The bold HBCU students who set out to apply had plenty to gain. For one, the grand prize winner would receive a useful $5,000 prize to fund their idea for a short film. However, perhaps the most coveted perk would be the exposure. The contest was created in part with “The Screening Room,” a show on Fox Soul hosted by legendary actress Vivica A. Fox. Now in its second season, the popular show has been showcasing black filmmakers and their short films. Like so many filmmakers featured on the show, the newly crowned winner is much closer to achieving his big screen dreams.
For recent Morehouse College graduate Kameron Bain, winning the contest felt like a long time coming. Years before he ever submitted his application, he was an 11-year-old who felt drawn to acting and film editing. It took him working on a silent film in high school for him to recognize a future in directing. “After that experience and showing my class my final product, I knew that I had that ‘thing’ about my story telling that people really liked,” said Bain.
Bain largely credits his Morehouse experience with helping him to reach a level where he was prepared to compete with the top talent in the contest. As a young black man, the exposure to different people and ideas that he received in college changed his life. He was finally able to unpack political moments happening around him in 2015-2016 such as the highly polarizing election of Donald Trump and rise of the Black Lives Matter movement. Realizing that there was a need for black stories to be told by black filmmakers in the film market, he got to work. “I knew that kids my age didn’t read books as much if they didn’t have the type of access I did at Morehouse so I looked to make political and philosophical statements in my writing to reach more black men,” he said. “My writing grew into some really powerful work.”

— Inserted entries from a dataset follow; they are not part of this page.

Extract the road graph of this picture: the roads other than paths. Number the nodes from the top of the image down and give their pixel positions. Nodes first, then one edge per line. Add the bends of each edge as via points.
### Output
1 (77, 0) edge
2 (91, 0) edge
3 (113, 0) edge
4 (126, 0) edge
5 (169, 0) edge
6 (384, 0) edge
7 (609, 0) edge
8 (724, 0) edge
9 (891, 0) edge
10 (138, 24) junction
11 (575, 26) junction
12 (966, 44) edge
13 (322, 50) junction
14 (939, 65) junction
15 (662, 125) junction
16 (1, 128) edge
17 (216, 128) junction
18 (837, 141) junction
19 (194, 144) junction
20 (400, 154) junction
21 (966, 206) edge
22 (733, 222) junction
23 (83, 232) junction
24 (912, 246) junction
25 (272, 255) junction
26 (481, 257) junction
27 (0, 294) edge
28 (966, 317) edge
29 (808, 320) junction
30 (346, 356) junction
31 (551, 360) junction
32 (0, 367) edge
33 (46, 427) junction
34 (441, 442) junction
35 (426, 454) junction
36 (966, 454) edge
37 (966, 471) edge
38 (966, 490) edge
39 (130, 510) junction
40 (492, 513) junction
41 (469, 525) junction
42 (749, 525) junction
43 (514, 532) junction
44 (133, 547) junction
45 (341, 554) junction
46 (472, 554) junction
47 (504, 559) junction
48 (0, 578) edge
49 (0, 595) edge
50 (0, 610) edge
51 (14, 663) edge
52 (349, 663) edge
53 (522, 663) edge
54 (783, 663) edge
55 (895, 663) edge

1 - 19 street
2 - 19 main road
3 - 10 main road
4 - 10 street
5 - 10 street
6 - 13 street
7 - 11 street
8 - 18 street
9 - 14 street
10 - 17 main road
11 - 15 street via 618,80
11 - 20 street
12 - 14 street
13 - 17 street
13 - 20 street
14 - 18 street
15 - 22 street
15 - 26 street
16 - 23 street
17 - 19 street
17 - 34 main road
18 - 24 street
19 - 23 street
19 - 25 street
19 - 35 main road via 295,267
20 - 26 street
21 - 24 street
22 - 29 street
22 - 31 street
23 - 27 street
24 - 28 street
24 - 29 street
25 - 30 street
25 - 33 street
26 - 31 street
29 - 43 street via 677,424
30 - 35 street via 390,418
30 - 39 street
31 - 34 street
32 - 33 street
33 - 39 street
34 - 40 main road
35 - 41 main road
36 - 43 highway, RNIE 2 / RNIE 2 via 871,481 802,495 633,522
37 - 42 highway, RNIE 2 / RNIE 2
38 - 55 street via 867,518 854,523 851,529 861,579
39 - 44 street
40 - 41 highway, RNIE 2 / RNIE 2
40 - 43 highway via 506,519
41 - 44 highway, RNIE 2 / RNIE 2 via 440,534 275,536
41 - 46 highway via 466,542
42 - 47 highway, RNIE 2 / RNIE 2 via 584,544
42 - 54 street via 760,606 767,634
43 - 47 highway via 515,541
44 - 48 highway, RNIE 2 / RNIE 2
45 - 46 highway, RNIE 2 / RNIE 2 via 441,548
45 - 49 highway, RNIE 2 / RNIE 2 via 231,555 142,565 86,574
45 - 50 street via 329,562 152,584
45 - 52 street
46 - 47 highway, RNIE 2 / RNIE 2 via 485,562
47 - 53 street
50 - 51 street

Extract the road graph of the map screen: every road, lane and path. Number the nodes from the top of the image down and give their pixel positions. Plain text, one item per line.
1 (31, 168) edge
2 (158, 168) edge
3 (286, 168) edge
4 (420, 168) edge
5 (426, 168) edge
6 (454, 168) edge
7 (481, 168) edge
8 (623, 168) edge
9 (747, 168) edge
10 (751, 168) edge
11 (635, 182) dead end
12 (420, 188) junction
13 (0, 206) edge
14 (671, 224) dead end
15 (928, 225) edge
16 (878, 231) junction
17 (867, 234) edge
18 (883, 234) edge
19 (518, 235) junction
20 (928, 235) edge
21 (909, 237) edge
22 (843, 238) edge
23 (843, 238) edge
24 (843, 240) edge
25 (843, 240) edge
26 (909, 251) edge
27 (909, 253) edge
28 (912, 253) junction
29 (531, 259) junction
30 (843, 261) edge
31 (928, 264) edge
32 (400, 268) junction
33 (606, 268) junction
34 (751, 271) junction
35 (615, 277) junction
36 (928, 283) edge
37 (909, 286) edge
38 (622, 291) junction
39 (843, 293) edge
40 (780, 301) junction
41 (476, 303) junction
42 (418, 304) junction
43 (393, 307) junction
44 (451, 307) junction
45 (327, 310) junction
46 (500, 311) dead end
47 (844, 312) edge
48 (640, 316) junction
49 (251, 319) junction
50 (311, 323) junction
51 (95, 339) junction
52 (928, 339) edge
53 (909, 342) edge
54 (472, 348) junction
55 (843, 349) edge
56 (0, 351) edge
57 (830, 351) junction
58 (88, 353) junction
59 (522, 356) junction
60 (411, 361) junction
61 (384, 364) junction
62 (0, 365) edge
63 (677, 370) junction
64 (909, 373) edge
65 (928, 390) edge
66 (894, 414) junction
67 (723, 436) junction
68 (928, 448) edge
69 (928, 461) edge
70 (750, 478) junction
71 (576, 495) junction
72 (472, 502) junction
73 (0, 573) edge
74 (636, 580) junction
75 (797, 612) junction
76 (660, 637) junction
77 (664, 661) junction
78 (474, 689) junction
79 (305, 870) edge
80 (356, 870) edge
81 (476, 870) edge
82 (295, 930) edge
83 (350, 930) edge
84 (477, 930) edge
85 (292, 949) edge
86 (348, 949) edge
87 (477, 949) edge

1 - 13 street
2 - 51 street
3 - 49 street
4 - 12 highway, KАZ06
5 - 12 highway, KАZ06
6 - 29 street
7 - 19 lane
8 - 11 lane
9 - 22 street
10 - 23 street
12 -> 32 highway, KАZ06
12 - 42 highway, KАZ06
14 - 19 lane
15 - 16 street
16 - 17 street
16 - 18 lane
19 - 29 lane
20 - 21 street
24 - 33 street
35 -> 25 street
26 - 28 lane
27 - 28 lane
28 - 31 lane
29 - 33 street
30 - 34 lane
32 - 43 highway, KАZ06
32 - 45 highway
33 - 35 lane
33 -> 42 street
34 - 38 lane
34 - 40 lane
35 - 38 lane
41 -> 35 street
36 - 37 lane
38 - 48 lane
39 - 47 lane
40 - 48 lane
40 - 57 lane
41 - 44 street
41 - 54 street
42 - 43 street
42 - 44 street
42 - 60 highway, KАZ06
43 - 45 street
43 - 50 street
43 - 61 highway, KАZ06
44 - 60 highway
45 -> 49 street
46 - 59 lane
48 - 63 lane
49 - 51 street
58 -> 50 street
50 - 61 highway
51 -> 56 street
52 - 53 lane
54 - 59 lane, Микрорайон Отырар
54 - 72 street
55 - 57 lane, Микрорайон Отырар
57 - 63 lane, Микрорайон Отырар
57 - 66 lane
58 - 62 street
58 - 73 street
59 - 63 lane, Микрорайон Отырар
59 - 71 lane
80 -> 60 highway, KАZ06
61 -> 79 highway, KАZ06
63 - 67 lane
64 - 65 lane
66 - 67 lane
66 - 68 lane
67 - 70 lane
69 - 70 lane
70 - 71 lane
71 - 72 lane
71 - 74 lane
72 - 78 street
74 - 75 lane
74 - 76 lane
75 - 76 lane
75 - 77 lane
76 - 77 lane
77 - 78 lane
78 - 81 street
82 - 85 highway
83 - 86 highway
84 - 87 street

When the application for Fox Soul’s inaugural HBCU Pitch Contest were released, Bain submitted a short film concept that he had been working on for a long time. Black Rage is a psychological thriller about a black painter who is told to make his race a larger part of his art if he wants to stay relevant. Perhaps thousands of black artists have been given similar professional advice, causing them to forgo personally meaningful art ideas in lieu of pieces that objectify their race. The finished film would explore how the pressures of masculinity, grief, sexuality, and “unhinged rage” sink their teeth into the main character, and metaphorically black artists at large.

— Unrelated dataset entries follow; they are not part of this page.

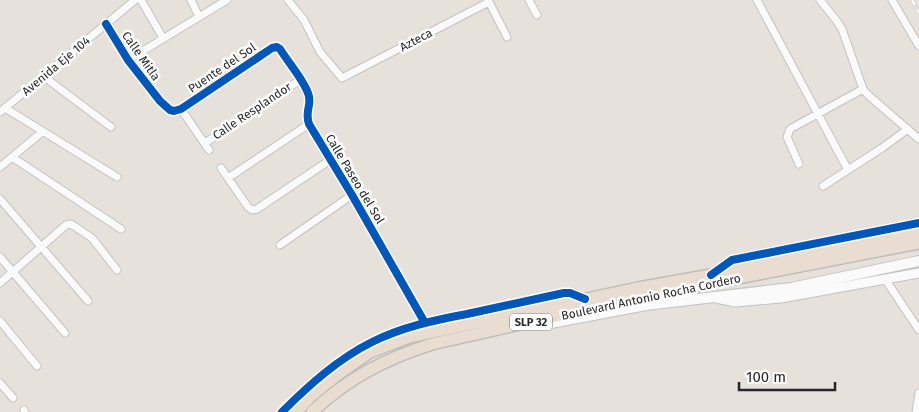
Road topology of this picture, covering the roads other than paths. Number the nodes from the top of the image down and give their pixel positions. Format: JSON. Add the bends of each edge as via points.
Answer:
{"nodes":[{"id":1,"x":135,"y":0,"type":"edge"},
{"id":2,"x":141,"y":0,"type":"edge"},
{"id":3,"x":191,"y":0,"type":"edge"},
{"id":4,"x":228,"y":0,"type":"edge"},
{"id":5,"x":288,"y":0,"type":"edge"},
{"id":6,"x":530,"y":0,"type":"edge"},
{"id":7,"x":757,"y":0,"type":"edge"},
{"id":8,"x":820,"y":0,"type":"edge"},
{"id":9,"x":892,"y":0,"type":"edge"},
{"id":10,"x":489,"y":1,"type":"edge"},
{"id":11,"x":537,"y":15,"type":"dead end"},
{"id":12,"x":200,"y":17,"type":"junction"},
{"id":13,"x":106,"y":24,"type":"junction"},
{"id":14,"x":507,"y":37,"type":"dead end"},
{"id":15,"x":163,"y":38,"type":"junction"},
{"id":16,"x":919,"y":46,"type":"edge"},
{"id":17,"x":128,"y":60,"type":"junction"},
{"id":18,"x":43,"y":76,"type":"junction"},
{"id":19,"x":300,"y":80,"type":"junction"},
{"id":20,"x":863,"y":89,"type":"junction"},
{"id":21,"x":181,"y":109,"type":"junction"},
{"id":22,"x":2,"y":110,"type":"edge"},
{"id":23,"x":819,"y":113,"type":"junction"},
{"id":24,"x":309,"y":124,"type":"junction"},
{"id":25,"x":111,"y":126,"type":"dead end"},
{"id":26,"x":908,"y":129,"type":"junction"},
{"id":27,"x":42,"y":132,"type":"junction"},
{"id":28,"x":919,"y":139,"type":"edge"},
{"id":29,"x":205,"y":143,"type":"junction"},
{"id":30,"x":209,"y":150,"type":"dead end"},
{"id":31,"x":12,"y":157,"type":"junction"},
{"id":32,"x":330,"y":160,"type":"junction"},
{"id":33,"x":799,"y":164,"type":"dead end"},
{"id":34,"x":0,"y":167,"type":"edge"},
{"id":35,"x":221,"y":168,"type":"dead end"},
{"id":36,"x":848,"y":170,"type":"junction"},
{"id":37,"x":117,"y":177,"type":"dead end"},
{"id":38,"x":228,"y":178,"type":"junction"},
{"id":39,"x":823,"y":186,"type":"dead end"},
{"id":40,"x":352,"y":195,"type":"junction"},
{"id":41,"x":0,"y":199,"type":"edge"},
{"id":42,"x":919,"y":223,"type":"edge"},
{"id":43,"x":121,"y":229,"type":"dead end"},
{"id":44,"x":919,"y":232,"type":"edge"},
{"id":45,"x":919,"y":243,"type":"edge"},
{"id":46,"x":280,"y":245,"type":"dead end"},
{"id":47,"x":42,"y":247,"type":"junction"},
{"id":48,"x":0,"y":257,"type":"edge"},
{"id":49,"x":919,"y":261,"type":"edge"},
{"id":50,"x":766,"y":268,"type":"junction"},
{"id":51,"x":117,"y":270,"type":"dead end"},
{"id":52,"x":13,"y":272,"type":"junction"},
{"id":53,"x":919,"y":273,"type":"edge"},
{"id":54,"x":710,"y":275,"type":"junction"},
{"id":55,"x":885,"y":279,"type":"junction"},
{"id":56,"x":0,"y":283,"type":"edge"},
{"id":57,"x":708,"y":297,"type":"junction"},
{"id":58,"x":585,"y":299,"type":"junction"},
{"id":59,"x":88,"y":301,"type":"dead end"},
{"id":60,"x":0,"y":321,"type":"edge"},
{"id":61,"x":426,"y":323,"type":"junction"},
{"id":62,"x":526,"y":323,"type":"junction"},
{"id":63,"x":919,"y":330,"type":"edge"},
{"id":64,"x":65,"y":333,"type":"dead end"},
{"id":65,"x":37,"y":366,"type":"dead end"},
{"id":66,"x":0,"y":383,"type":"edge"},
{"id":67,"x":919,"y":393,"type":"edge"},
{"id":68,"x":13,"y":398,"type":"dead end"},
{"id":69,"x":282,"y":412,"type":"edge"},
{"id":70,"x":296,"y":412,"type":"edge"},
{"id":71,"x":312,"y":412,"type":"edge"},
{"id":72,"x":916,"y":412,"type":"edge"}],
"edges":[{"from":1,"to":13,"type":"street","name":"Avenida Eje 104"},
{"from":2,"to":15,"type":"street"},
{"from":3,"to":12,"type":"street"},
{"from":4,"to":12,"type":"street"},
{"from":5,"to":10,"type":"street","name":"Azteca","via":[[304,20],[320,52],[342,78]]},
{"from":6,"to":11,"type":"street"},
{"from":7,"to":23,"type":"street"},
{"from":8,"to":20,"type":"street","via":[[842,29]]},
{"from":9,"to":16,"type":"street"},
{"from":10,"to":14,"type":"street"},
{"from":12,"to":15,"type":"street"},
{"from":13,"to":17,"type":"street","name":"Calle Mitla"},
{"from":13,"to":18,"type":"street","name":"Avenida Eje 104"},
{"from":15,"to":17,"type":"street"},
{"from":17,"to":21,"type":"street","name":"Calle Mitla","via":[[160,101],[170,110]]},
{"from":18,"to":22,"type":"street","name":"Avenida Eje 104"},
{"from":18,"to":25,"type":"street"},
{"from":19,"to":21,"type":"street","name":"Puente del Sol","via":[[277,46]]},
{"from":19,"to":24,"type":"street","via":[[308,94],[310,104],[306,115]]},
{"from":19,"to":29,"type":"street","name":"Calle Resplandor"},
{"from":20,"to":23,"type":"street"},
{"from":20,"to":26,"type":"street"},
{"from":21,"to":29,"type":"street","name":"Calle Resplandor"},
{"from":22,"to":27,"type":"street"},
{"from":23,"to":33,"type":"street","via":[[790,129],[788,134]]},
{"from":23,"to":36,"type":"street"},
{"from":24,"to":32,"type":"street","name":"Calle Paseo del Sol"},
{"from":24,"to":38,"type":"street"},
{"from":26,"to":28,"type":"street"},
{"from":26,"to":36,"type":"street"},
{"from":27,"to":31,"type":"street"},
{"from":27,"to":37,"type":"street"},
{"from":29,"to":30,"type":"street","name":"Calle Resplandor"},
{"from":31,"to":34,"type":"street"},
{"from":31,"to":43,"type":"street"},
{"from":32,"to":38,"type":"street","via":[[257,210],[248,207]]},
{"from":32,"to":40,"type":"street","name":"Calle Paseo del Sol"},
{"from":35,"to":38,"type":"street"},
{"from":36,"to":39,"type":"street"},
{"from":40,"to":46,"type":"street"},
{"from":40,"to":61,"type":"street","name":"Calle Paseo del Sol"},
{"from":41,"to":47,"type":"street"},
{"from":42,"to":54,"type":"street","via":[[732,260]]},
{"from":44,"to":50,"type":"highway","name":"Boulevard Antonio Rocha Cordero","number":"SLP 32"},
{"from":45,"to":50,"type":"highway","name":"Boulevard Antonio Rocha Cordero","number":"SLP 32"},
{"from":47,"to":51,"type":"street","via":[[71,224],[92,238]]},
{"from":47,"to":52,"type":"street"},
{"from":47,"to":59,"type":"street"},
{"from":48,"to":52,"type":"street"},
{"from":49,"to":57,"type":"main road","via":[[790,288]]},
{"from":50,"to":54,"type":"highway","name":"Boulevard Antonio Rocha Cordero","number":"SLP 32"},
{"from":50,"to":62,"type":"highway","name":"Boulevard Antonio Rocha Cordero","number":"SLP 32"},
{"from":52,"to":56,"type":"street"},
{"from":52,"to":64,"type":"street"},
{"from":53,"to":55,"type":"street"},
{"from":54,"to":58,"type":"highway","name":"Boulevard Antonio Rocha Cordero","number":"SLP 32"},
{"from":55,"to":57,"type":"street","via":[[758,301],[735,302]]},
{"from":55,"to":63,"type":"street"},
{"from":57,"to":62,"type":"main road","via":[[540,325]]},
{"from":58,"to":61,"type":"street","via":[[564,293]]},
{"from":58,"to":70,"type":"highway","name":"Boulevard Antonio Rocha Cordero","number":"SLP 32","via":[[409,337],[370,352],[337,375]]},
{"from":60,"to":65,"type":"street"},
{"from":61,"to":69,"type":"street","via":[[373,341],[355,352],[321,376]]},
{"from":62,"to":71,"type":"highway","name":"Boulevard Antonio Rocha Cordero","number":"SLP 32","via":[[401,354],[353,379]]},
{"from":66,"to":68,"type":"street"},
{"from":67,"to":72,"type":"street"}]}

“During COVID, I wrote Black Rage and started to work with a writers room in Atlanta to learn the professional writing process and getting used to hearing the struggles of other film creatives,” he said. His courageous decision to pitch his short was like lighting a fire. He leveraged marketing experience he had from working in the music industry to produce his first professional trailer with creative partners Shaun Mathis and Brandon Obey. Then in his senior year at Morehouse, he created his own streaming platform called Homegrown TV to give Black Rage even more momentum.
Like many great filmmakers, Kameron Bain hopes that his work will have resounding effects. “My long term vision is to bring more diverse stories in unique film genres back to hip hop culture,” he said. All his life, he has drawn inspiration from films like Belly, Friday, Dead Presidents, Thin Line Between Love and Hate and Boys in the Hood as films that truly allowed viewers to see what that culture is like. Yet with his work, he hopes to bridge the gap between that wave of impactful films and what is marketed now. “Over the years we have lost touch with the black artists who make the culture,” he said. “Issa and Donald Glover are working hard to bring it back but, I know they need the young bucks to participate and support too!”
Congratulations are in order for Kameron. We look forward to his developing portfolio of work as well as the 2023 Fox Soul HBCU Pitch Contest!